* **TRY IT**
Could you copy the whole listing below exactly as written?

* **RECORD EXCERPTS**
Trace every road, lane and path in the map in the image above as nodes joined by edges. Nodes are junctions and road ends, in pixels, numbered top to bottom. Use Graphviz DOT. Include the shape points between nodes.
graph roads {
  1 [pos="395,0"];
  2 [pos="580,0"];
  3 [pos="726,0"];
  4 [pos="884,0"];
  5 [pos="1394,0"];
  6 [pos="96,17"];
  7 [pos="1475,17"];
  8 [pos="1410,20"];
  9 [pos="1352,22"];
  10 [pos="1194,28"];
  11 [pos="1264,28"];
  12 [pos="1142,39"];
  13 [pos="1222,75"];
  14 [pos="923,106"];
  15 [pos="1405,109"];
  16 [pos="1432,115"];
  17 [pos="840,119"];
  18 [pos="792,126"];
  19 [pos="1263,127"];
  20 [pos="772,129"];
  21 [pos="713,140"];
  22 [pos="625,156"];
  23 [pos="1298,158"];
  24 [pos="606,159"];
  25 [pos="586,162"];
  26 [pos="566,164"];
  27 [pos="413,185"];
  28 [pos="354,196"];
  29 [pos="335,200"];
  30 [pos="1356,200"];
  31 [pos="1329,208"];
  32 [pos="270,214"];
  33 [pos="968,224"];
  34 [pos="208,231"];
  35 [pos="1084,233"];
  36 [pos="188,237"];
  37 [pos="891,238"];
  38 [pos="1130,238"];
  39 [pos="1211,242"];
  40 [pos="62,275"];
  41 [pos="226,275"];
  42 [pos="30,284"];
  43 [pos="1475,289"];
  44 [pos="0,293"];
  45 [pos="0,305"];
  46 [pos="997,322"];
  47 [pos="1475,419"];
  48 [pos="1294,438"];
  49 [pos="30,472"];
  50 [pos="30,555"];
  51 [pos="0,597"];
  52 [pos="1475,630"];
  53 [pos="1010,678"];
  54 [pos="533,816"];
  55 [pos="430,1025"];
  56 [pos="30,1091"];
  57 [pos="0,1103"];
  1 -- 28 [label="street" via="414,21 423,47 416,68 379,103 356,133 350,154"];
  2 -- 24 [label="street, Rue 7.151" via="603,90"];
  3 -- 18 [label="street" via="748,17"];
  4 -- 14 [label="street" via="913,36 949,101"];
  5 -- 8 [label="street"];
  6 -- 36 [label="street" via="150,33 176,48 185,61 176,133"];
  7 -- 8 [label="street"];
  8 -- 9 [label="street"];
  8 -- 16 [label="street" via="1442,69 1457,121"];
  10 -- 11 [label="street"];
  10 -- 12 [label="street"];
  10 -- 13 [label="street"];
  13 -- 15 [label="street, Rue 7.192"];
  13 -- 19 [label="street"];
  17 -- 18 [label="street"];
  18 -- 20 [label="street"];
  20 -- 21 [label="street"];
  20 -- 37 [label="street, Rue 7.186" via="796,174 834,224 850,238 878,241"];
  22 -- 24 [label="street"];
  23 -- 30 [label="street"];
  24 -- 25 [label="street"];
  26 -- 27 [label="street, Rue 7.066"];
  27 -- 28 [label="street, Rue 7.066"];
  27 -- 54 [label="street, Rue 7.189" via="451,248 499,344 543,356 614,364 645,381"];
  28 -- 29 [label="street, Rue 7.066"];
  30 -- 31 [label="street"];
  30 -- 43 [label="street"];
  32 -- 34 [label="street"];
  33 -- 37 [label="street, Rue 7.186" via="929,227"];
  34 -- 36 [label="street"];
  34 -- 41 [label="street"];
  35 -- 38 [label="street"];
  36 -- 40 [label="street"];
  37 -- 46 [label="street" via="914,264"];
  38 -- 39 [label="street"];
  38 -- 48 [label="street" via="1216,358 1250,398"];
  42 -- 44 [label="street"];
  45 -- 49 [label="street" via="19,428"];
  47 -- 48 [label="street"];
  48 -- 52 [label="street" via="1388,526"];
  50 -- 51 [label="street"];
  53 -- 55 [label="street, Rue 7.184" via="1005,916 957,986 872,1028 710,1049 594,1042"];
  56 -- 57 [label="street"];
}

* **FINAL ANSWER**
Trace every road, lane and path in the map in the image above as nodes joined by edges. Nodes are junctions and road ends, in pixels, numbered top to bottom. Use Graphviz DOT. Include the shape points between nodes.
graph roads {
  1 [pos="395,0"];
  2 [pos="580,0"];
  3 [pos="726,0"];
  4 [pos="884,0"];
  5 [pos="1394,0"];
  6 [pos="96,17"];
  7 [pos="1475,17"];
  8 [pos="1410,20"];
  9 [pos="1352,22"];
  10 [pos="1194,28"];
  11 [pos="1264,28"];
  12 [pos="1142,39"];
  13 [pos="1222,75"];
  14 [pos="923,106"];
  15 [pos="1405,109"];
  16 [pos="1432,115"];
  17 [pos="840,119"];
  18 [pos="792,126"];
  19 [pos="1263,127"];
  20 [pos="772,129"];
  21 [pos="713,140"];
  22 [pos="625,156"];
  23 [pos="1298,158"];
  24 [pos="606,159"];
  25 [pos="586,162"];
  26 [pos="566,164"];
  27 [pos="413,185"];
  28 [pos="354,196"];
  29 [pos="335,200"];
  30 [pos="1356,200"];
  31 [pos="1329,208"];
  32 [pos="270,214"];
  33 [pos="968,224"];
  34 [pos="208,231"];
  35 [pos="1084,233"];
  36 [pos="188,237"];
  37 [pos="891,238"];
  38 [pos="1130,238"];
  39 [pos="1211,242"];
  40 [pos="62,275"];
  41 [pos="226,275"];
  42 [pos="30,284"];
  43 [pos="1475,289"];
  44 [pos="0,293"];
  45 [pos="0,305"];
  46 [pos="997,322"];
  47 [pos="1475,419"];
  48 [pos="1294,438"];
  49 [pos="30,472"];
  50 [pos="30,555"];
  51 [pos="0,597"];
  52 [pos="1475,630"];
  53 [pos="1010,678"];
  54 [pos="533,816"];
  55 [pos="430,1025"];
  56 [pos="30,1091"];
  57 [pos="0,1103"];
  1 -- 28 [label="street" via="414,21 423,47 416,68 379,103 356,133 350,154"];
  2 -- 24 [label="street, Rue 7.151" via="603,90"];
  3 -- 18 [label="street" via="748,17"];
  4 -- 14 [label="street" via="913,36 949,101"];
  5 -- 8 [label="street"];
  6 -- 36 [label="street" via="150,33 176,48 185,61 176,133"];
  7 -- 8 [label="street"];
  8 -- 9 [label="street"];
  8 -- 16 [label="street" via="1442,69 1457,121"];
  10 -- 11 [label="street"];
  10 -- 12 [label="street"];
  10 -- 13 [label="street"];
  13 -- 15 [label="street, Rue 7.192"];
  13 -- 19 [label="street"];
  17 -- 18 [label="street"];
  18 -- 20 [label="street"];
  20 -- 21 [label="street"];
  20 -- 37 [label="street, Rue 7.186" via="796,174 834,224 850,238 878,241"];
  22 -- 24 [label="street"];
  23 -- 30 [label="street"];
  24 -- 25 [label="street"];
  26 -- 27 [label="street, Rue 7.066"];
  27 -- 28 [label="street, Rue 7.066"];
  27 -- 54 [label="street, Rue 7.189" via="451,248 499,344 543,356 614,364 645,381"];
  28 -- 29 [label="street, Rue 7.066"];
  30 -- 31 [label="street"];
  30 -- 43 [label="street"];
  32 -- 34 [label="street"];
  33 -- 37 [label="street, Rue 7.186" via="929,227"];
  34 -- 36 [label="street"];
  34 -- 41 [label="street"];
  35 -- 38 [label="street"];
  36 -- 40 [label="street"];
  37 -- 46 [label="street" via="914,264"];
  38 -- 39 [label="street"];
  38 -- 48 [label="street" via="1216,358 1250,398"];
  42 -- 44 [label="street"];
  45 -- 49 [label="street" via="19,428"];
  47 -- 48 [label="street"];
  48 -- 52 [label="street" via="1388,526"];
  50 -- 51 [label="street"];
  53 -- 55 [label="street, Rue 7.184" via="1005,916 957,986 872,1028 710,1049 594,1042"];
  56 -- 57 [label="street"];
}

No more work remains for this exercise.